---------- TASK INPUTS
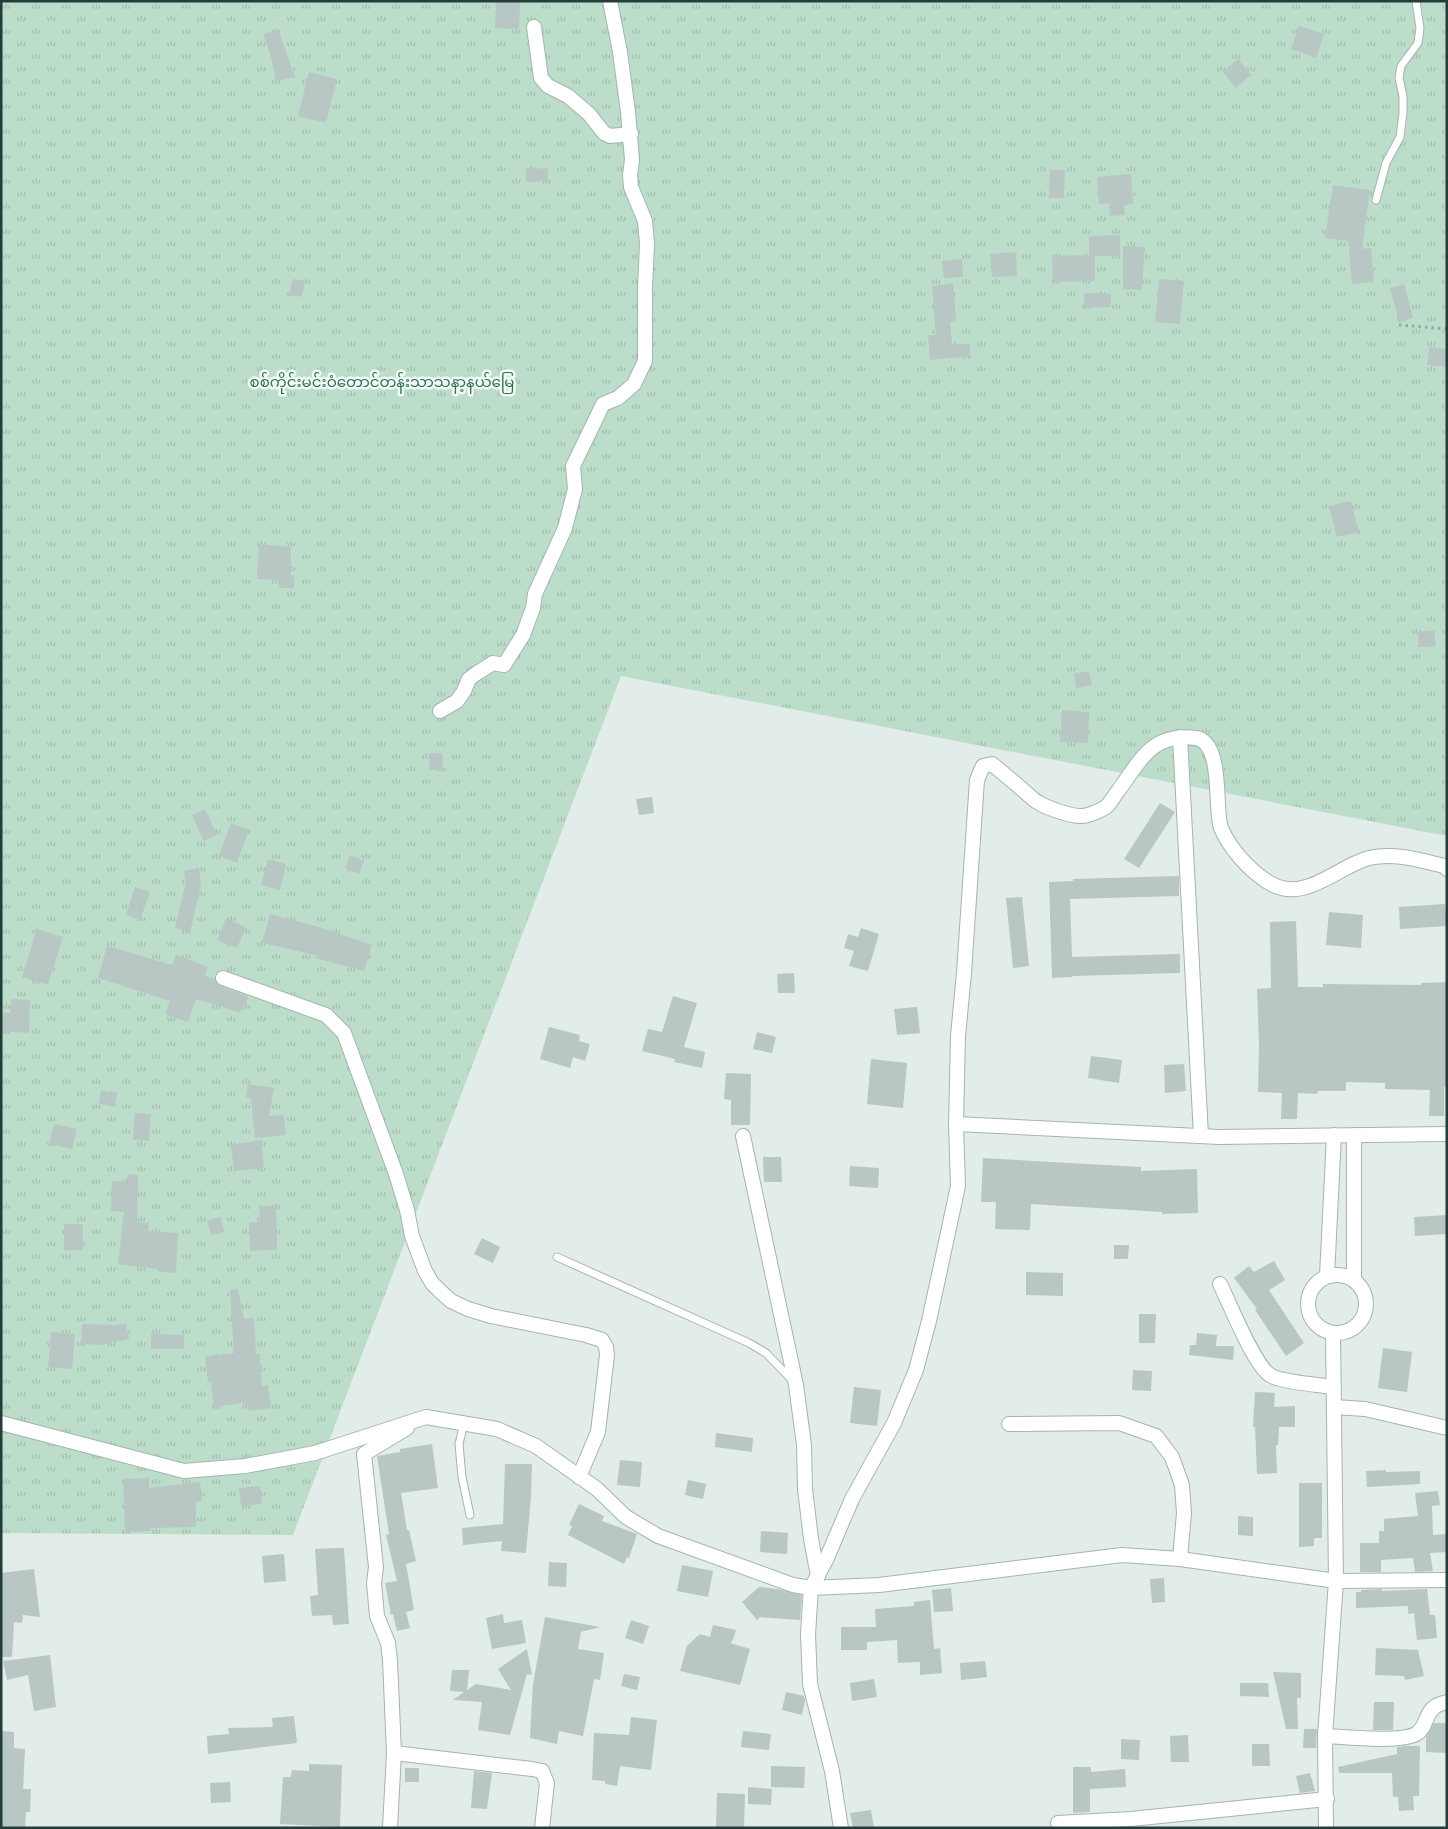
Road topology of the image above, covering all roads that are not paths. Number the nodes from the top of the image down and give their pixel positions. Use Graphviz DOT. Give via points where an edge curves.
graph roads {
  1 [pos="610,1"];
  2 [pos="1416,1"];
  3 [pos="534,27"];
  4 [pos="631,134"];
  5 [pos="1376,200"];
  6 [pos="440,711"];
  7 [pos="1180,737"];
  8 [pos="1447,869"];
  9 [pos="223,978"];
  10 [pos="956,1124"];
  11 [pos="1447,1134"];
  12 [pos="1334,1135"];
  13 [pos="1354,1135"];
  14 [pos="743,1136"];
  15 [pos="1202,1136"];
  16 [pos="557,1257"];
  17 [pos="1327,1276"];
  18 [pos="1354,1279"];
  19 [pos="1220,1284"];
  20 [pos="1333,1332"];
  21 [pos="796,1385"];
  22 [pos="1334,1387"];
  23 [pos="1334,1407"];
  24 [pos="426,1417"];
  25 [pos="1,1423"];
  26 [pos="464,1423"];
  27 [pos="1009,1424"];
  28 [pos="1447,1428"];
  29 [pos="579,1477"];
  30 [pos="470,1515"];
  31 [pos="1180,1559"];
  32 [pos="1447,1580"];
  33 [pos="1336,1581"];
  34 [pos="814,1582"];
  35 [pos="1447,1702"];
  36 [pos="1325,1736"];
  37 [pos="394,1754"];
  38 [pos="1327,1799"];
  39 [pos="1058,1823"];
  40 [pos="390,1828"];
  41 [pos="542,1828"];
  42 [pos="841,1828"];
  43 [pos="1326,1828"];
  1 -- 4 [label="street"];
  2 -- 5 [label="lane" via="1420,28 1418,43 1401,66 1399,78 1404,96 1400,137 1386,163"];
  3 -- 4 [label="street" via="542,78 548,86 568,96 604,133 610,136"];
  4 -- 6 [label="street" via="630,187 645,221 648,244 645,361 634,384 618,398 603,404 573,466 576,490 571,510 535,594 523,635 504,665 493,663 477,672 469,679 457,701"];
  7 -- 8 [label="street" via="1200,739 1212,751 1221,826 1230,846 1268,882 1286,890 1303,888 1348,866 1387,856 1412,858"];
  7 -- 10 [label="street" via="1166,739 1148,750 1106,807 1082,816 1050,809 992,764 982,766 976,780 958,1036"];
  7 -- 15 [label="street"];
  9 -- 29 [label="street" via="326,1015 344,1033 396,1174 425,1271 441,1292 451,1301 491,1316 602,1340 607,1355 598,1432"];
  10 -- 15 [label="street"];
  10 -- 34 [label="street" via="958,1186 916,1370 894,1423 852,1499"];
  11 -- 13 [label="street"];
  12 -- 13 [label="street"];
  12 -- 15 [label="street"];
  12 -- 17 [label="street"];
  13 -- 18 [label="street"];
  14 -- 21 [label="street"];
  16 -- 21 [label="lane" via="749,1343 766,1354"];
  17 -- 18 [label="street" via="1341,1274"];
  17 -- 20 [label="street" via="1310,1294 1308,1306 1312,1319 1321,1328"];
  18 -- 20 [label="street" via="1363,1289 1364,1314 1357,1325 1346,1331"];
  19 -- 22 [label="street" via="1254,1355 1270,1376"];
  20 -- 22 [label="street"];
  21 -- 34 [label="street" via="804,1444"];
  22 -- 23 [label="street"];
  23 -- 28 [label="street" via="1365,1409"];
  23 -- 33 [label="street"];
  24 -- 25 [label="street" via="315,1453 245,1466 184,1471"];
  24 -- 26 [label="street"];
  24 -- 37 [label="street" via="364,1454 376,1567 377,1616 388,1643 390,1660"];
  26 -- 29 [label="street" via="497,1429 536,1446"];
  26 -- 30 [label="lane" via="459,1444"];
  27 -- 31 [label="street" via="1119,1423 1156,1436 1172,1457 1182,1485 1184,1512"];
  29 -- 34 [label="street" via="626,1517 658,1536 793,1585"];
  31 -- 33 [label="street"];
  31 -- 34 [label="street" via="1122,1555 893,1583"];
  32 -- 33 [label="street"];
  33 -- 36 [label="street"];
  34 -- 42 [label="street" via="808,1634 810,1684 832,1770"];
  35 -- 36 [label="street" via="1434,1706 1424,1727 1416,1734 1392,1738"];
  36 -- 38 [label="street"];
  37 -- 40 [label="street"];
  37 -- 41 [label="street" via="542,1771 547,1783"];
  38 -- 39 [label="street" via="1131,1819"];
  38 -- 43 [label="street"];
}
--------------------
---------- TASK INPUTS
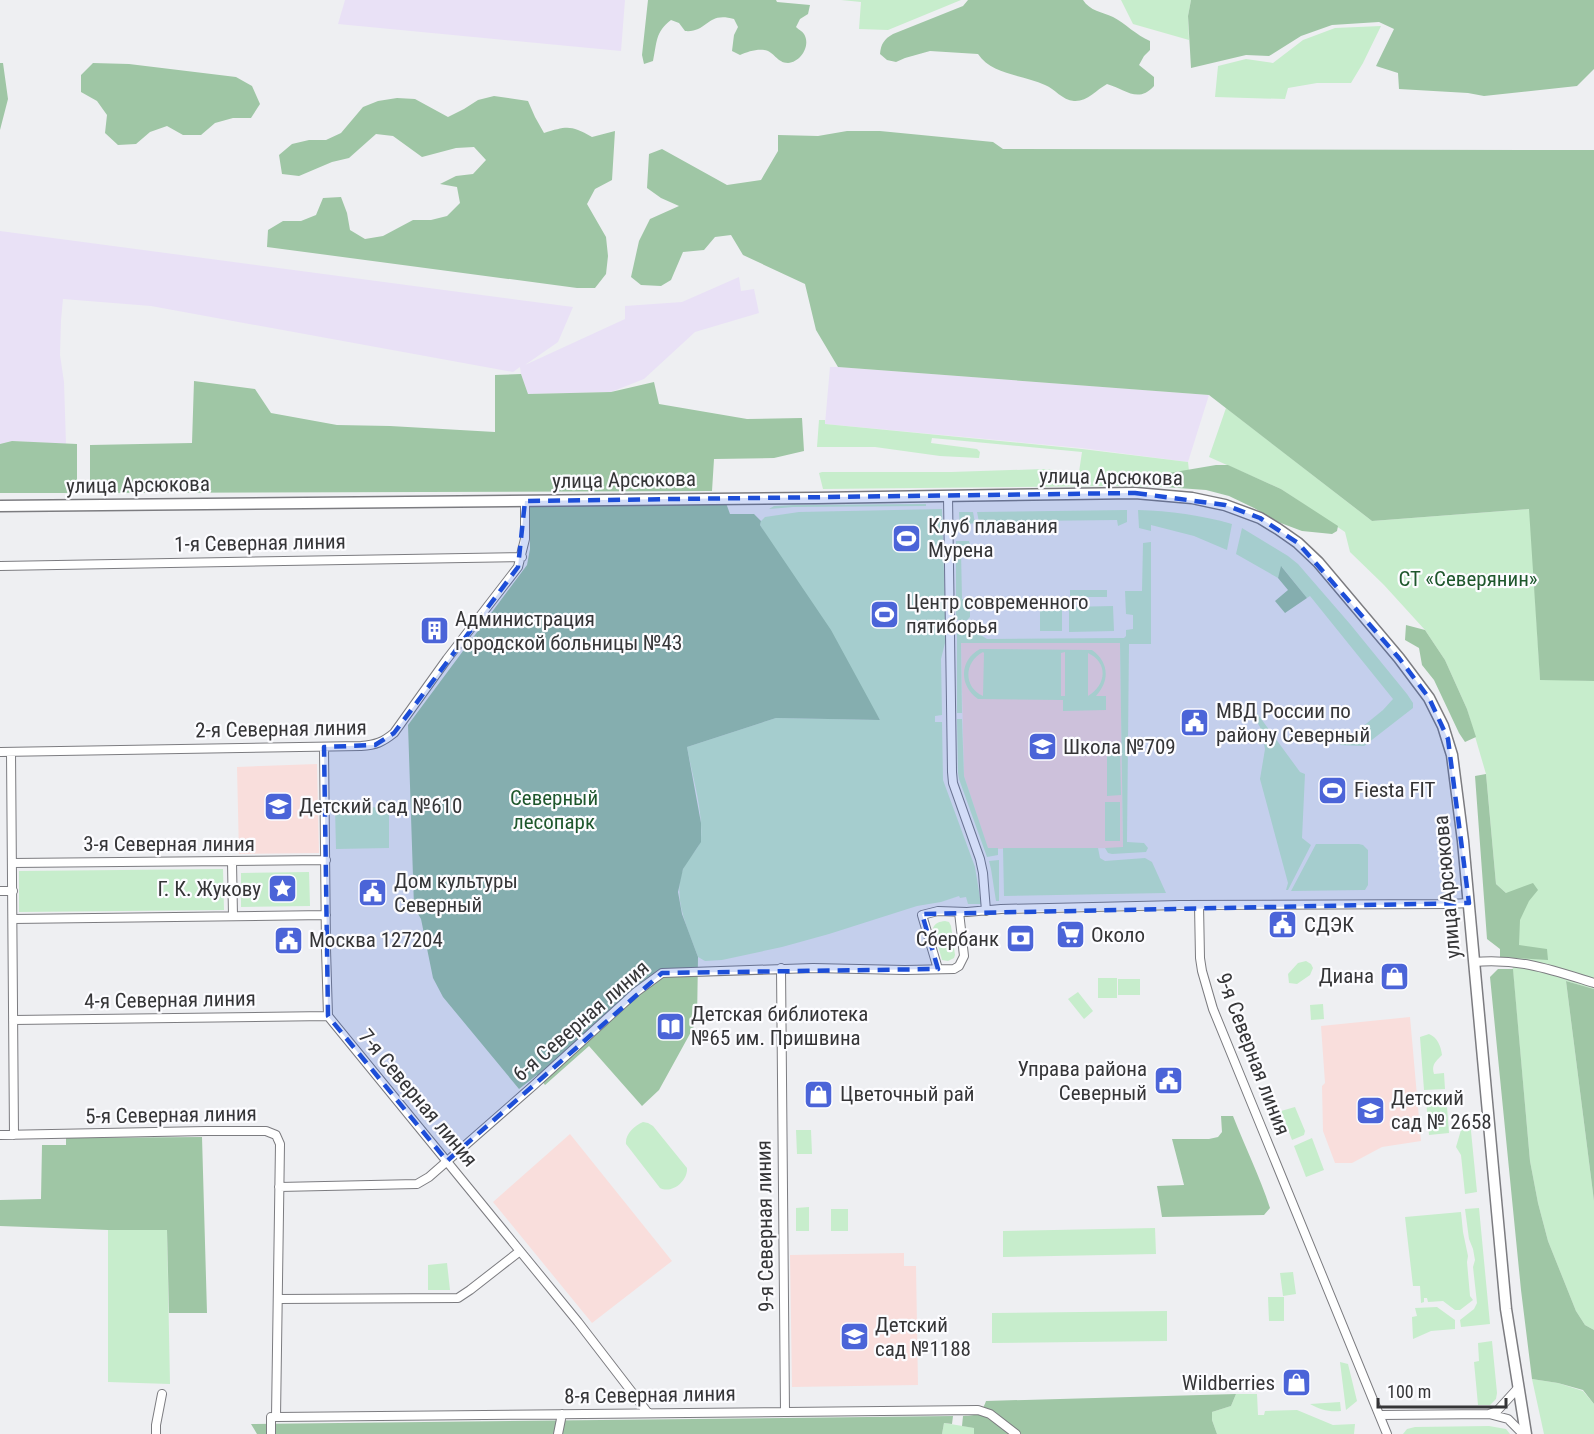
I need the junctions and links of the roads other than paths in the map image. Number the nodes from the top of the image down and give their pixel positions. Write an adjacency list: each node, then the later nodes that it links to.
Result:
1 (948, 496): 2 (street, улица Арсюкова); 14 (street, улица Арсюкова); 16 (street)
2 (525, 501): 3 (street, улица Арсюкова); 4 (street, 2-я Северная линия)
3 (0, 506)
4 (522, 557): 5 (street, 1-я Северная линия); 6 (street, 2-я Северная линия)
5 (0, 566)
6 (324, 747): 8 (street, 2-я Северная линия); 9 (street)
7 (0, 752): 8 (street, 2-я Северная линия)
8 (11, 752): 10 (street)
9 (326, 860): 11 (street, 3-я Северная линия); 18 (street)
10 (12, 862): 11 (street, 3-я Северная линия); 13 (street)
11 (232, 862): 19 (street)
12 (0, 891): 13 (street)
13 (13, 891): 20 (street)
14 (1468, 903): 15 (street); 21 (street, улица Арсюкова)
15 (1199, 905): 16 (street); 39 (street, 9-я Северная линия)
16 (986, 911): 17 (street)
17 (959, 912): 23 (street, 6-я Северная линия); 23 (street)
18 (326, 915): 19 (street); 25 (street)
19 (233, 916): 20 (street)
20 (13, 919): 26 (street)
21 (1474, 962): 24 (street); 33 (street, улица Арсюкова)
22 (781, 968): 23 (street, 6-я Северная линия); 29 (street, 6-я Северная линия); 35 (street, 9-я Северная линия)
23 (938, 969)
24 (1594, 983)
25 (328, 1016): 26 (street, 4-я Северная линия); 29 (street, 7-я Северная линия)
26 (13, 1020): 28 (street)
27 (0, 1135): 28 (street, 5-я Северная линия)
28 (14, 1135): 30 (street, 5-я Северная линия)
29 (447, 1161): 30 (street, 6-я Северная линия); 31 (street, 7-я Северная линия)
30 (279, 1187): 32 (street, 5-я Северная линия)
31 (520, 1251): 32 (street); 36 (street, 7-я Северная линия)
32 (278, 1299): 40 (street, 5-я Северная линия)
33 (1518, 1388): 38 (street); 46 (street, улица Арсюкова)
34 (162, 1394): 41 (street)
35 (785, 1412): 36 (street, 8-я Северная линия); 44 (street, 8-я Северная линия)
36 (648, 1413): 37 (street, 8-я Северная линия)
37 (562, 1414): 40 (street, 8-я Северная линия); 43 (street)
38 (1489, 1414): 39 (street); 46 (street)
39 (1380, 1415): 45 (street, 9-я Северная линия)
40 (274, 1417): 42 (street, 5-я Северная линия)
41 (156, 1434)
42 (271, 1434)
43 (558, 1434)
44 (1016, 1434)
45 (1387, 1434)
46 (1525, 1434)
--------------------
---------- TASK INPUTS
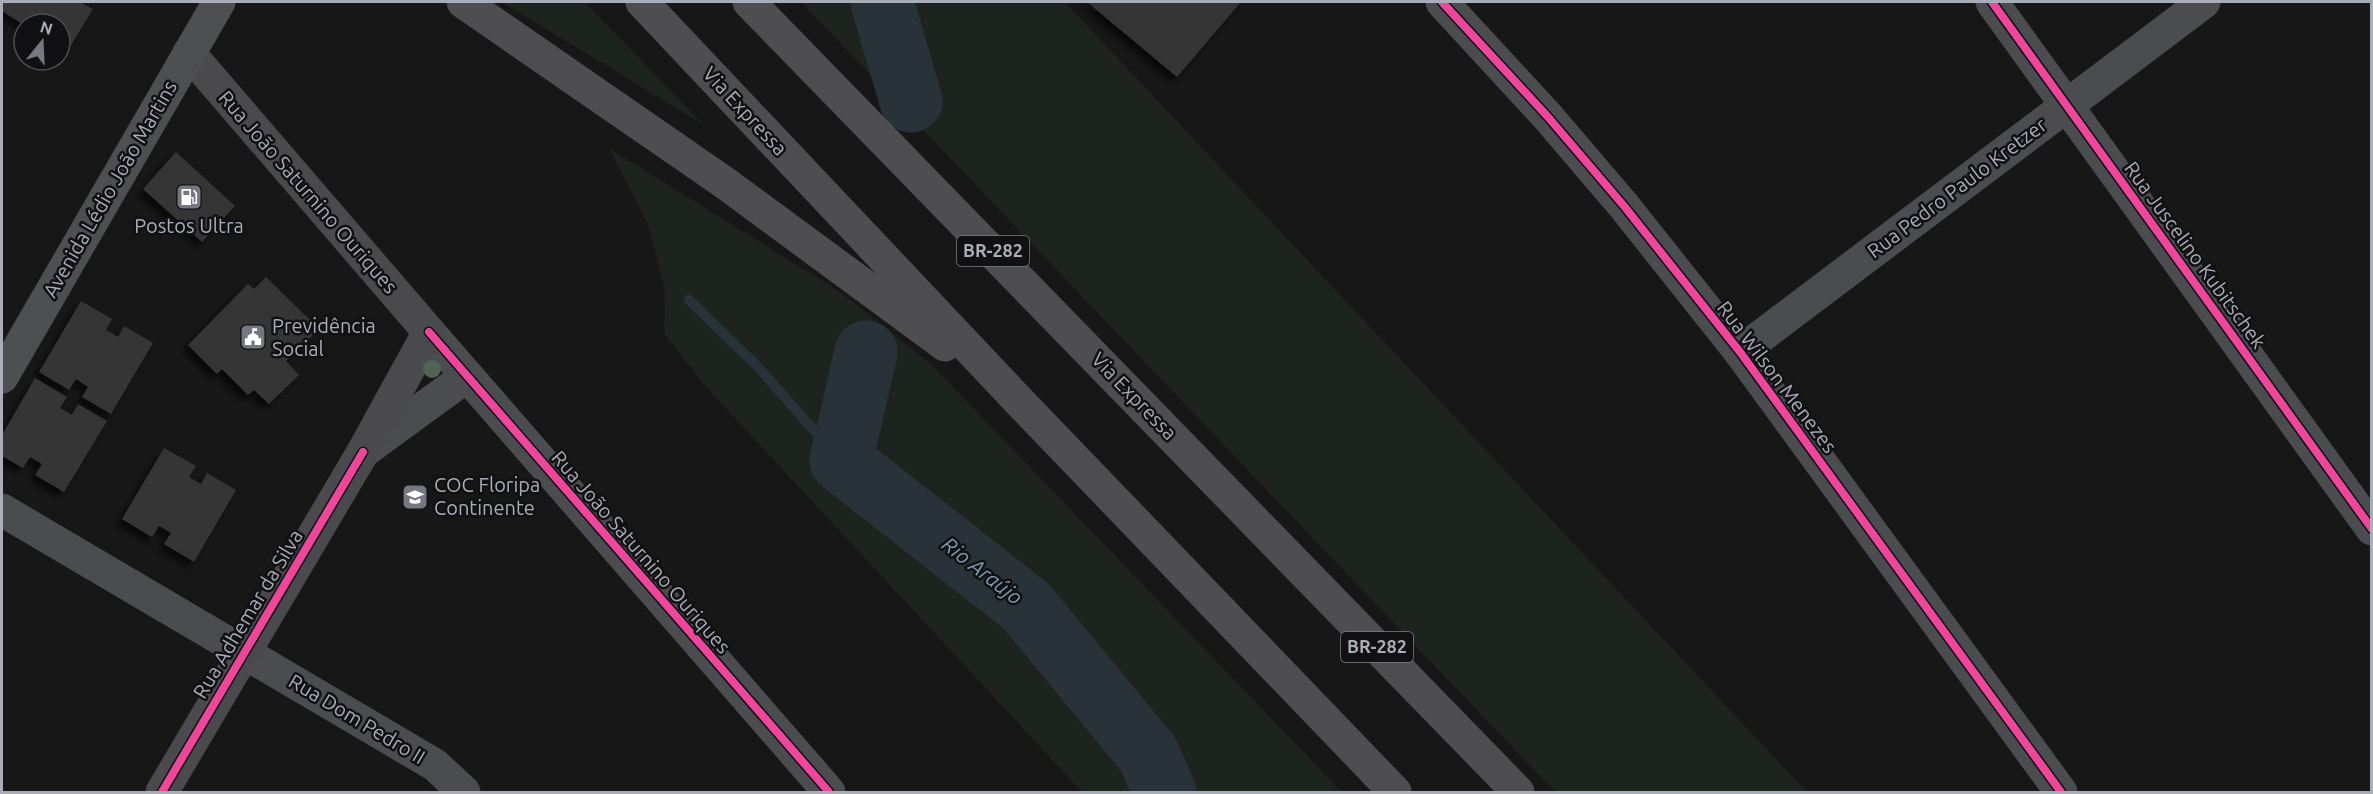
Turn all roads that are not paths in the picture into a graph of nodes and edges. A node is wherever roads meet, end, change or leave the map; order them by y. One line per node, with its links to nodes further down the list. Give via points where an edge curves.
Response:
--------------------
Search the entries above for the word "list" and count the lines that hold it. Reply with only that number.

OUTPUT :: 2